Boron carbide nanotube as targeted drug delivery system for melphalan anticancer drug

Abstract

In this paper, we scrutinized the application of the BC3 nanotube (BC3NT) as a possible drug delivery vehicle for the anti-cancer drug melphalan (Mel) through periodic DFT computations. Computations of quantum mechanics were performed by employing B3LYP and M06-2X functionals with 6–31 + G (d,p) basis set with dispersion correction. Also, energetic, geometric, and electronic characteristics of Mel interaction with BC3NT were investigated in detail.

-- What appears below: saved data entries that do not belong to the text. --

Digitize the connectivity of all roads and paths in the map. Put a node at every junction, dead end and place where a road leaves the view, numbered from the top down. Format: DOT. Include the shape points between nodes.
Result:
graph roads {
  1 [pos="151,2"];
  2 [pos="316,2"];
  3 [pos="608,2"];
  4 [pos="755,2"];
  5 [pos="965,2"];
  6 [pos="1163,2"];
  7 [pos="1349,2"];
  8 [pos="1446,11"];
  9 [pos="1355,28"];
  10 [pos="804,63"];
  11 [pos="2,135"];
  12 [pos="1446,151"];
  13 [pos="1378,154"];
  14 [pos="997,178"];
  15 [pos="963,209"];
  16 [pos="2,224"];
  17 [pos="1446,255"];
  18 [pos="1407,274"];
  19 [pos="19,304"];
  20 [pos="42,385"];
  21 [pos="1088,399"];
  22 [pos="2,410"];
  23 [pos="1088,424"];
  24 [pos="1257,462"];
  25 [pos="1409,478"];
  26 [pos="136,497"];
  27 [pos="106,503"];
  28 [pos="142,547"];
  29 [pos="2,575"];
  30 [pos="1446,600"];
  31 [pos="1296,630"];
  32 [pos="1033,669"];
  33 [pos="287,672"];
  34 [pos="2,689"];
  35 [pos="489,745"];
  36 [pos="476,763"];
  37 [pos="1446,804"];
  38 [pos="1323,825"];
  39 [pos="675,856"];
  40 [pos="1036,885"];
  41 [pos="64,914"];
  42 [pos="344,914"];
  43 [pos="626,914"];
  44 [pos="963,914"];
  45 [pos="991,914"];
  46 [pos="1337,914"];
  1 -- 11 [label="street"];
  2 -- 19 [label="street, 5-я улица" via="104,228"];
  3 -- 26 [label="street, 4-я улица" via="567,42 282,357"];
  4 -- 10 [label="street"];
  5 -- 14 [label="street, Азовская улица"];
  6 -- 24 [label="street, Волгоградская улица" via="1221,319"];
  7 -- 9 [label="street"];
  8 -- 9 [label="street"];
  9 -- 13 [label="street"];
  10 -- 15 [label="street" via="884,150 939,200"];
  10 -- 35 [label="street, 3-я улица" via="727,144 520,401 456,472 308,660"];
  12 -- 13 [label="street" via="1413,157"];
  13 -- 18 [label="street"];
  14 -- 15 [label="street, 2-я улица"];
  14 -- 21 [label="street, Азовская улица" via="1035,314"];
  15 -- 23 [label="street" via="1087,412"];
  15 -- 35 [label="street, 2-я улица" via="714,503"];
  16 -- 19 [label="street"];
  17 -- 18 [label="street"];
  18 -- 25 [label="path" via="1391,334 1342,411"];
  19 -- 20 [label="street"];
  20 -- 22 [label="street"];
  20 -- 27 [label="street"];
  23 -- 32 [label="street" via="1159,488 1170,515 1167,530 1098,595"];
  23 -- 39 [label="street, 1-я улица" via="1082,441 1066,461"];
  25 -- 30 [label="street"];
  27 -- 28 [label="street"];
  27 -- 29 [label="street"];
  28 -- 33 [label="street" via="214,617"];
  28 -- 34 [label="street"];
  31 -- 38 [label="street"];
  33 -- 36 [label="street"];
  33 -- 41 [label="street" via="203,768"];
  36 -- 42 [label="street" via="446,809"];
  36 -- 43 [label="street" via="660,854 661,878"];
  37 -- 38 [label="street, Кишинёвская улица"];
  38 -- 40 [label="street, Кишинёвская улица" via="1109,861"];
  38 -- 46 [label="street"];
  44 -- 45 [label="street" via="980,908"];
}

In addition, we computed the energies of adsorption and determined the suitable orientation for the interaction of Mel drug interaction with BC3NT. In the –C = O groups of Mel drug, an oxygen atom interacted with a boron atom of BC3NT in the most stable complexes. Here, the interaction was at 1.68 Å and the energy of adsorption was − 26.70 kcal/mol. Based on the frontier molecular orbital analysis, Mel drug was assessed to behave as the HOMO and to deliver the charge toward the LUMO, i.e., BC3NT, during the excitation. In the aqueous phase, λmax associated with the BC3NT-Mel complex was blue-shifted by 21 nm. Since pH around cancerous cells is lower compared to pH around other cells, we investigated the release of Mel drug to the expected target cells after protonation. Based on the computed solvation energy values, we can state that Mel drug in the water medium around the human cells is stable. The possibility of using the BC3NT as a drug delivery vehicle for Mel drug for cancer treatment was confirmed by the results of the current work.